You Are Never Alone: Trust in the Miracle of God’s Presence and Power
by Max Lucado (HarperCollins)
It’s hardly a surprise to read that a Loneliness and the Workplace report, published in the US in January, found that more than three in five working adults in America reported feeling lonely – and yes, this was prior to the pandemic.
I would imagine the figures would be similar in Australia. Certainly, the number of people feeling lonely far exceeds the number of COVID-19 infections. So, what do we do about loneliness?
One popular Australian mental health website offers five suggestions:
1) talk to people about how you feel;
2) think about your interests;
3) get a pet;
4) get online;
5) join a club.
This advice might be helpful if
1) you enjoy talking through a rectangle;
2) your interests don’t involve going outside;
3) your landlord/family lets you;
4) the internet isn’t the source of your loneliness (the same website lists technology as a cause of loneliness);
5) the club you want to join hasn’t closed down. But, alas, the global pandemic.
Max Lucado’s latest book You Are Never Alone was in the works long before COVID-19. It was in final edits when millions of people had to hunker down, uncertain of the future. It is written for anyone “acquainted with the downward spiral” who is “convinced that no one cares, that no one can help you, hear you, or heed your call”. I suspect that the pandemic has widened the potential intended audience.
To his credit, Lucado’s book offers much greater hope to the lonely than the aforementioned website:
When life feels depleted, does God care? If I'm facing an onslaught of challenges, will he help? When life grows dark and stormy, does he notice? If I'm facing the fear of death, will he help me? The answer in the life-giving miracles in the gospel of John is a resounding yes.
[Jesus] wants you to know that you are never alone.

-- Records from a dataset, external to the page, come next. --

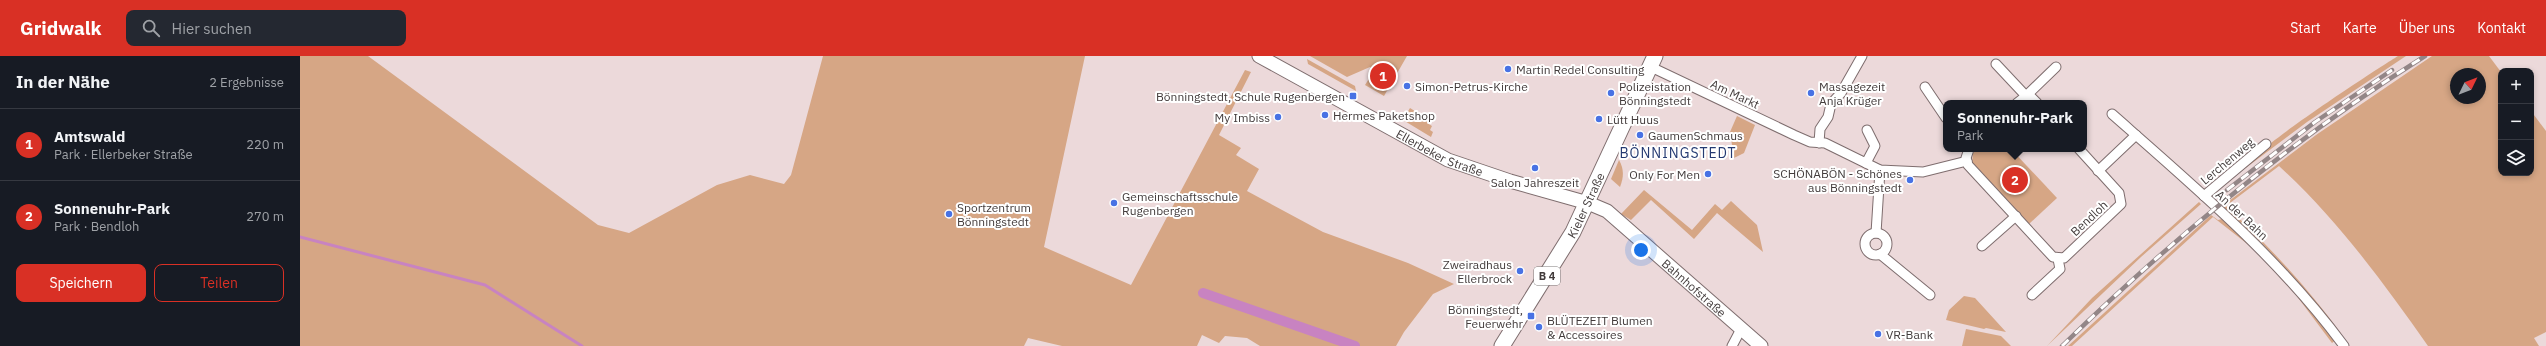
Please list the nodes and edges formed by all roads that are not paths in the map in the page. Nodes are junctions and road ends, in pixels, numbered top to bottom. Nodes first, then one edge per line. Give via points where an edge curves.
1 (1259, 56) edge
2 (1862, 56) edge
3 (1653, 61) edge
4 (1996, 64) dead end
5 (2056, 67) dead end
6 (1925, 87) dead end
7 (2026, 96) junction
8 (2021, 100) edge
9 (2034, 100) edge
10 (1943, 114) edge
11 (2112, 114) dead end
12 (1867, 130) dead end
13 (2136, 135) junction
14 (1814, 142) junction
15 (2266, 144) dead end
16 (1968, 152) edge
17 (2081, 152) edge
18 (1967, 162) junction
19 (1866, 164) junction
20 (1880, 170) junction
21 (2098, 171) junction
22 (2204, 196) junction
23 (1588, 203) junction
24 (2016, 216) junction
25 (1876, 232) junction
26 (1982, 246) dead end
27 (1880, 254) junction
28 (2058, 259) junction
29 (1930, 294) dead end
30 (2032, 295) dead end
31 (1741, 328) junction
32 (1502, 346) edge
33 (1732, 346) edge
34 (1761, 346) edge
35 (2344, 346) edge

1 - 23 main road, Ellerbeker Straße via 1448,160
2 - 14 street via 1841,93 1831,104 1828,117
3 - 14 street, Am Markt
3 - 23 main road, Kieler Straße / B 4
4 - 7 street
5 - 7 street
6 - 10 street
7 - 8 street
7 - 9 street
11 - 13 street, An der Bahn
12 - 19 street via 1875,146
13 - 21 street
13 - 22 street, An der Bahn
14 - 19 street via 1825,143
15 - 22 street, Lerchenweg
16 - 18 street
17 - 21 street, Bendloh
18 - 20 street via 1923,172
18 - 24 street
19 - 20 street
20 - 25 street
21 - 28 street, Bendloh via 2119,193 2121,204 2064,258
22 - 35 street, An der Bahn via 2305,296
23 - 31 main road, Bahnhofstraße via 1607,211 1634,232
23 - 32 main road, Kieler Straße / B 4 via 1560,255
24 - 26 street
24 - 28 street via 2052,257
25 - 27 street via 1887,241 1887,246
25 - 27 street via 1868,236 1864,244 1870,254
27 - 29 street
28 - 30 street via 2060,269
31 - 33 street
31 - 34 main road, Bahnhofstraße

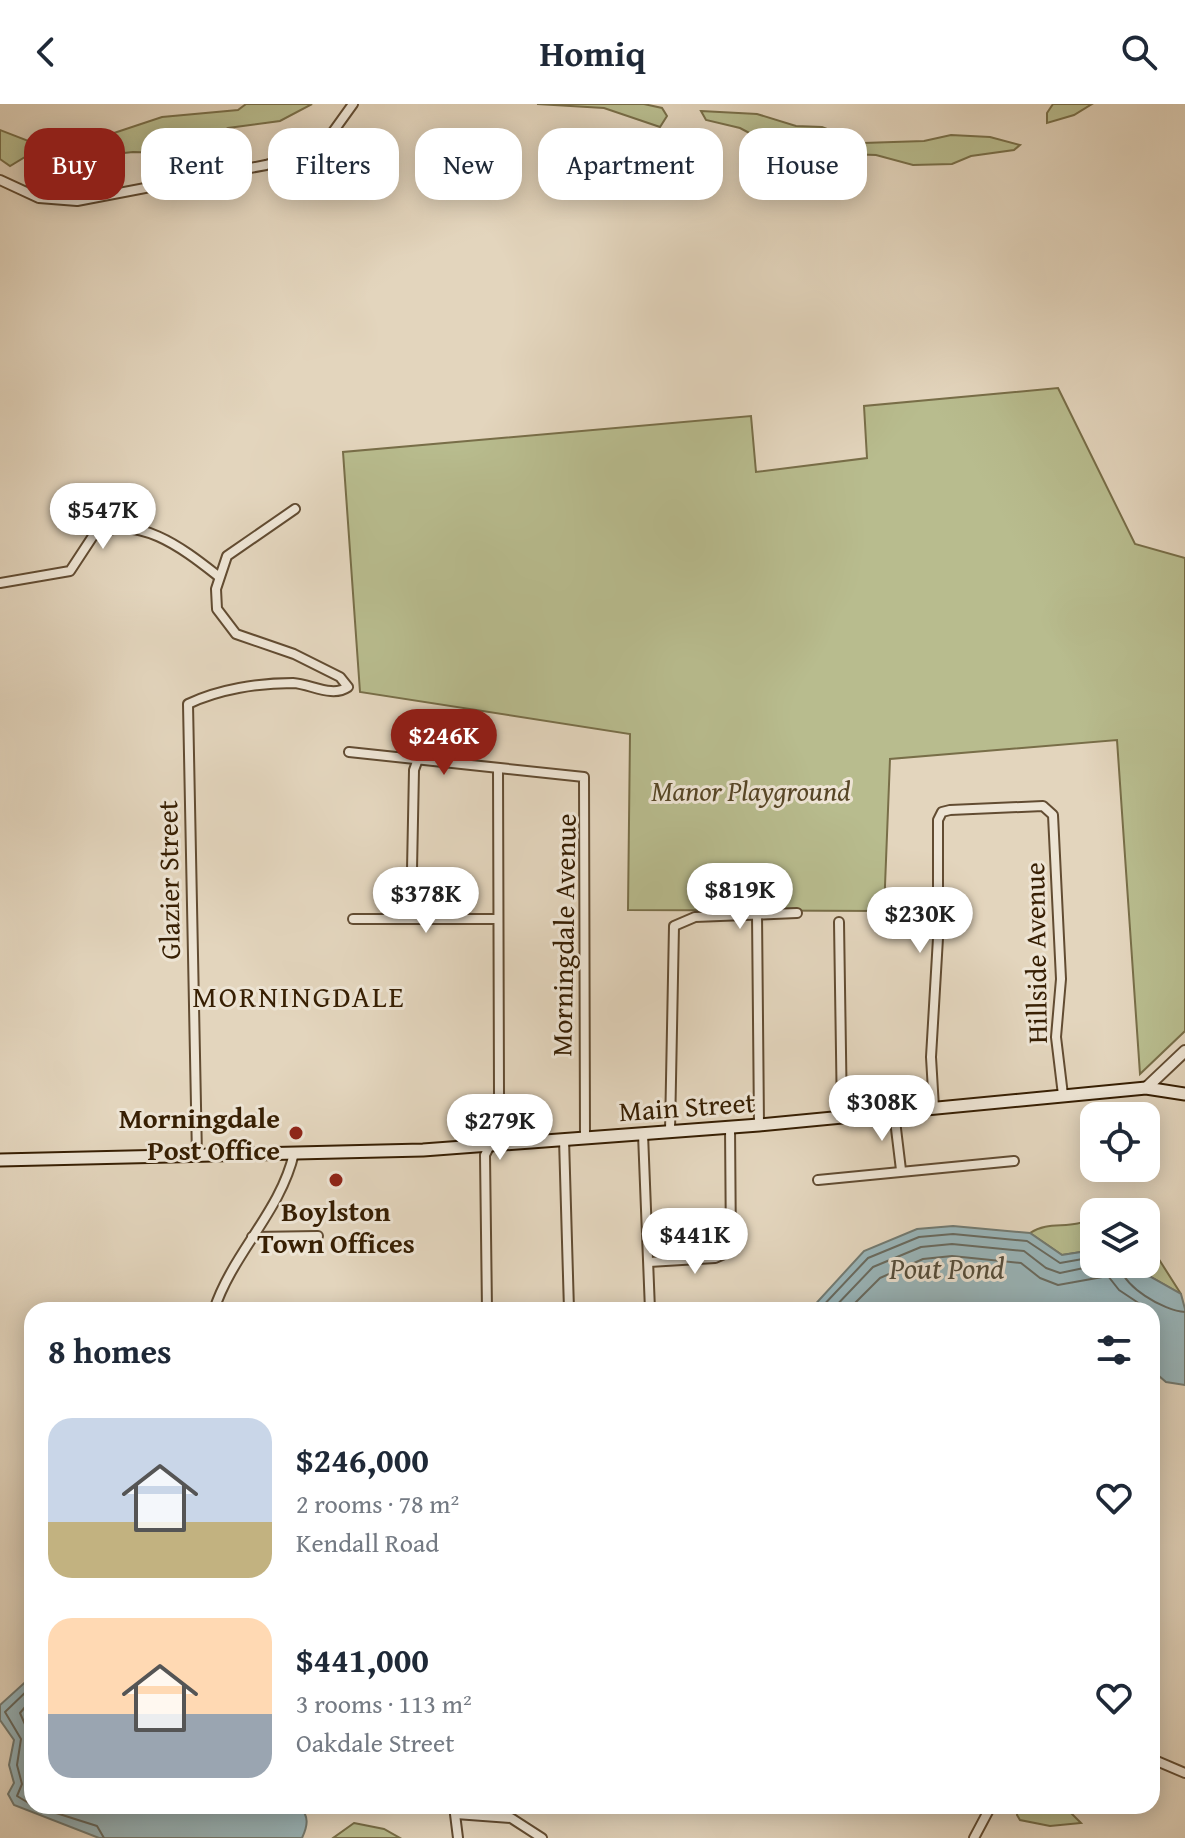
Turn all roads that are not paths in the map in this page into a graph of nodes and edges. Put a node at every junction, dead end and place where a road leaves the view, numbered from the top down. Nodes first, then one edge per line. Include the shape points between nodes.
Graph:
1 (353, 104) edge
2 (0, 180) edge
3 (295, 509) dead end
4 (218, 576) junction
5 (0, 583) edge
6 (349, 752) dead end
7 (418, 759) junction
8 (498, 768) junction
9 (797, 913) dead end
10 (757, 914) junction
11 (353, 919) dead end
12 (411, 919) junction
13 (498, 919) junction
14 (839, 922) dead end
15 (1185, 1051) edge
16 (1146, 1088) junction
17 (1185, 1094) edge
18 (1063, 1095) junction
19 (934, 1108) junction
20 (894, 1112) junction
21 (842, 1117) junction
22 (759, 1125) junction
23 (730, 1127) junction
24 (670, 1131) junction
25 (643, 1134) junction
26 (585, 1137) junction
27 (564, 1139) junction
28 (490, 1145) junction
29 (294, 1153) junction
30 (197, 1156) junction
31 (0, 1160) edge
32 (1014, 1161) dead end
33 (901, 1170) junction
34 (818, 1180) dead end
35 (318, 1236) dead end
36 (252, 1237) junction
37 (649, 1262) junction
38 (217, 1302) edge
39 (487, 1302) edge
40 (569, 1302) edge
41 (650, 1302) edge
42 (1160, 1762) edge
43 (1185, 1773) edge
44 (455, 1814) edge
45 (490, 1814) edge
46 (987, 1814) edge
47 (532, 1835) edge
48 (458, 1838) edge
49 (542, 1838) edge
50 (974, 1838) edge

1 - 2 street via 330,136 302,154 266,165 77,201 39,198
3 - 4 street via 232,550
4 - 5 street via 165,540 125,528 93,536 66,572
4 - 30 street, Glazier Street via 217,609 230,630 294,654 340,677 348,687 333,691 278,685 225,691 188,704
6 - 7 street
7 - 8 street
7 - 12 street
8 - 13 street
8 - 26 street, Morningdale Avenue via 582,775 585,780
9 - 10 street
10 - 22 street
10 - 24 street via 695,917 674,926
11 - 12 street
12 - 13 street
13 - 28 street via 498,1121
14 - 21 street
15 - 16 street
16 - 17 main road, Main Street
16 - 18 main road, Main Street
18 - 19 main road, Main Street
18 - 19 street, Hillside Avenue via 1056,1037 1061,979 1051,810 1032,806 942,812 932,1012
19 - 20 main road, Main Street
20 - 21 main road, Main Street
20 - 33 street
21 - 22 main road, Main Street
22 - 23 main road, Main Street
23 - 24 main road, Main Street
23 - 37 street via 729,1255
24 - 25 main road, Main Street
25 - 26 main road, Main Street
25 - 37 street
26 - 27 main road, Main Street
27 - 28 main road, Main Street
27 - 40 street
28 - 29 main road, Main Street
28 - 39 street via 484,1170
29 - 30 main road, Main Street
29 - 36 street via 288,1175
30 - 31 main road, Main Street
32 - 33 street
33 - 34 street
35 - 36 street
36 - 38 street
37 - 41 street
42 - 43 street
44 - 48 street
45 - 47 street
46 - 50 street
47 - 49 street

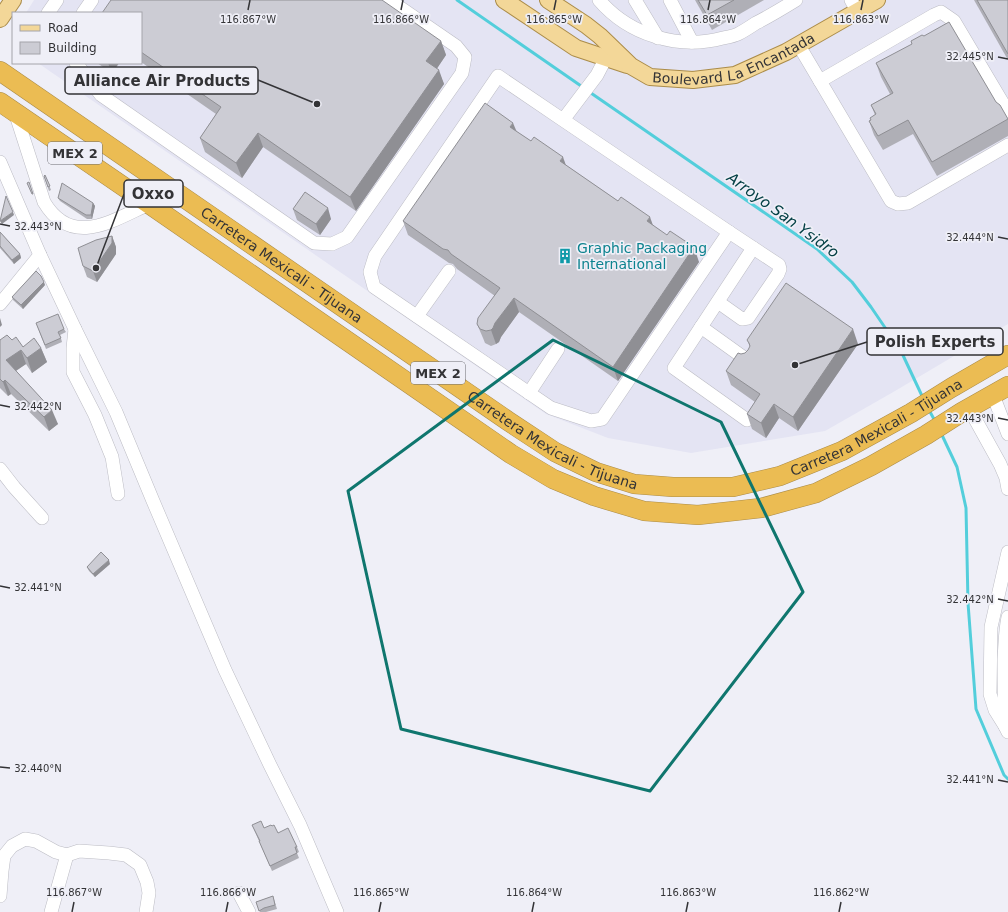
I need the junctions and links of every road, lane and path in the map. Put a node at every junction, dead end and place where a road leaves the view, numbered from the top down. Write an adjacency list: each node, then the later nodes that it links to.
1 (13, 0): 15 (main road)
2 (57, 0): 13 (street)
3 (92, 0): 14 (street)
4 (389, 0): 20 (street)
5 (504, 0): 19 (main road, Boulevard La Encantada)
6 (548, 0): 19 (main road, Boulevard La Encantada)
7 (599, 0): 16 (street)
8 (635, 0): 16 (street)
9 (670, 0): 17 (street)
10 (796, 0): 17 (street)
11 (877, 0): 12 (main road, Boulevard La Encantada)
12 (854, 6): 18 (main road, Boulevard La Encantada)
13 (49, 12)
14 (84, 12)
15 (0, 19)
16 (658, 38): 17 (street)
17 (692, 42)
18 (798, 44): 19 (main road, Boulevard La Encantada); 22 (street)
19 (609, 53): 25 (street)
20 (77, 64)
21 (0, 71): 39 (highway, Carretera Mexicali - Tijuana / MEX 2)
22 (820, 81): 24 (street); 26 (street)
23 (8, 107): 28 (highway, Carretera Mexicali - Tijuana / MEX 2); 28 (street)
24 (1008, 112)
25 (563, 120): 29 (street); 35 (street)
26 (1008, 145)
27 (0, 162): 31 (street)
28 (150, 204): 43 (highway, Carretera Mexicali - Tijuana / MEX 2)
29 (729, 232): 30 (street); 42 (street)
30 (753, 248): 33 (street); 33 (street)
31 (40, 255): 34 (street); 37 (street)
32 (449, 271): 35 (street)
33 (718, 302): 36 (street)
34 (0, 304)
35 (417, 316): 42 (street)
36 (701, 327): 40 (street); 44 (street)
37 (75, 329): 48 (street); 59 (street)
38 (558, 349): 42 (street)
39 (1008, 355)
40 (747, 360)
41 (1001, 390): 43 (highway, Carretera Mexicali - Tijuana / MEX 2); 45 (street)
42 (529, 393)
43 (966, 410): 47 (street)
44 (747, 420)
45 (1008, 434)
46 (0, 469): 49 (street)
47 (1007, 482)
48 (118, 494)
49 (42, 518)
50 (1008, 552): 52 (street)
51 (1008, 617): 52 (street)
52 (1006, 729)
53 (67, 855): 55 (street); 56 (street); 57 (street)
54 (239, 893): 58 (street)
55 (0, 896)
56 (51, 912)
57 (146, 912)
58 (249, 912)
59 (337, 912)

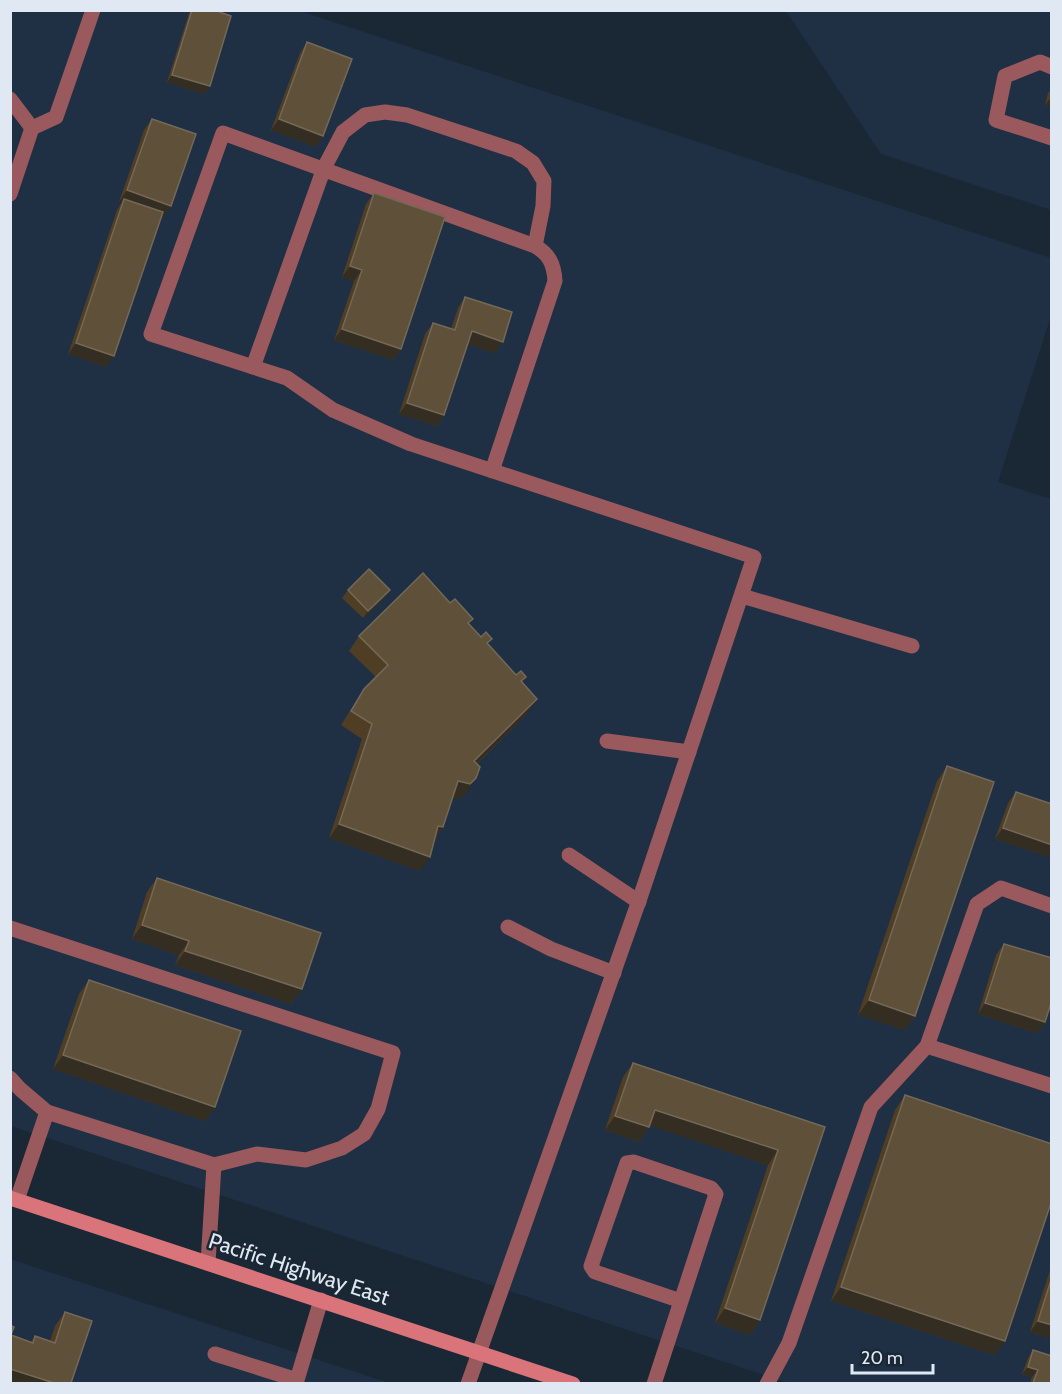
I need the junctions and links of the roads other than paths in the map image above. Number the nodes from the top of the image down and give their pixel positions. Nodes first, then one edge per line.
1 (93, 10) edge
2 (1052, 67) edge
3 (10, 99) edge
4 (32, 128) junction
5 (1052, 138) edge
6 (324, 168) junction
7 (10, 194) edge
8 (535, 246) junction
9 (253, 367) junction
10 (492, 471) junction
11 (742, 596) junction
12 (912, 646) dead end
13 (607, 741) dead end
14 (689, 752) junction
15 (569, 855) dead end
16 (639, 902) junction
17 (1052, 906) edge
18 (508, 927) dead end
19 (10, 928) edge
20 (614, 973) junction
21 (927, 1046) junction
22 (10, 1078) edge
23 (1052, 1086) edge
24 (47, 1112) junction
25 (214, 1164) junction
26 (14, 1199) edge
27 (208, 1263) junction
28 (321, 1300) junction
29 (681, 1301) junction
30 (479, 1353) junction
31 (215, 1354) dead end
32 (270, 1378) edge
33 (297, 1382) edge
34 (468, 1383) edge
35 (573, 1383) edge
36 (654, 1383) edge
37 (767, 1383) edge

1 - 4 lane
2 - 5 lane
3 - 4 lane
4 - 7 lane
6 - 8 lane
6 - 8 lane
6 - 9 lane
6 - 9 lane
8 - 10 lane
9 - 10 lane
10 - 11 lane
11 - 12 lane
11 - 14 lane
13 - 14 lane
14 - 16 lane
15 - 16 lane
16 - 20 lane
17 - 21 lane
18 - 20 lane
19 - 25 lane
20 - 30 lane
21 - 23 lane
21 - 37 lane
22 - 24 lane
24 - 25 lane
24 - 26 lane
25 - 27 lane
26 - 27 main road, Pacific Highway East
27 - 28 main road, Pacific Highway East
28 - 30 main road, Pacific Highway East
28 - 33 lane
29 - 29 lane
29 - 36 lane
30 - 34 lane
30 - 35 main road, Pacific Highway East
31 - 32 lane
32 - 33 lane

While anyone feeling lonely needs to hear that in Christ they are not alone, I’m not convinced this book makes the point as clearly as it could. I really appreciated many of the points the author shared. I like the way the chapters follow the narrative of John’s Gospel. I found many of the illustrations captivating. The author really understands loneliness (the story in the introduction to Chapter 4 is simply heartbreaking).
However, I was concerned with Lucado’s surface-level, magpie-swooping approach to the Bible. He comes to each Bible passage with a preconceived idea of what he thinks it says, using it as a launching pad to say what he already wanted to say. The risk in this approach is that he undercuts what he’s trying to say.
The message of the book amounts to something like, “You’re not alone because God is with you, Jesus died for your sins, you get to go to heaven, God performs miracles, and who knows… he might physically heal you, too”. While this is all true, John’s Gospel has so much more to say to the lonely.
To the person stuck at home on doctor’s orders, there is more to hope for than a vaccination (or physical healing) now and heaven to come. Eternal life is now. “This is eternal life,” says Jesus, “that they know you, the only true God, and Jesus Christ, whom you have sent” (John 17:3). The best part of the Christian hope is realised now: we know God and share in the life of the Father and the Son as enabled by the Spirit in the present (John 17:21, 23; John 3).
To the person struggling with assurance, there is more to John 10 than Jesus offering to guide and find them (p75). When Jesus says in verse 28, “no one will snatch them out of my hand,” he’s telling us that we can be confident of our salvation because he has made it secure.
To the person who feels worthless due to their guilt and shame, there is more hope than the expiation model of the cross in Chapter 9. In other words, Jesus doesn’t just wipe away our guilt and shame and leave us to start again. On the cross Jesus takes upon himself the penalty that we deserve for our rebellion, God’s sentence of condemnation upon sinful humanity (John 5:24; 8:21, 24), delivers us from it (John 6:50-58, 8:51) and then transforms us by giving us a new heart (John 3).
The concern I have with this book is a similar concern that I have with a lot of contemporary preaching advice. Preachers in our neck of the woods are often told to spend less time in the Bible and more time thinking about illustrations and applications.
We can definitely do better with illustrations and applications (I’m pointing the finger at myself here!), but the best, deepest, richest illustrations and applications will always come from digging deeper into God’s word, not from surface-level magpie swooping. Failure to do so can undersell the very message we’re trying to preach. I think that this is where this book falls short.
Martin E. Robinson is a PhD research student at Moore College.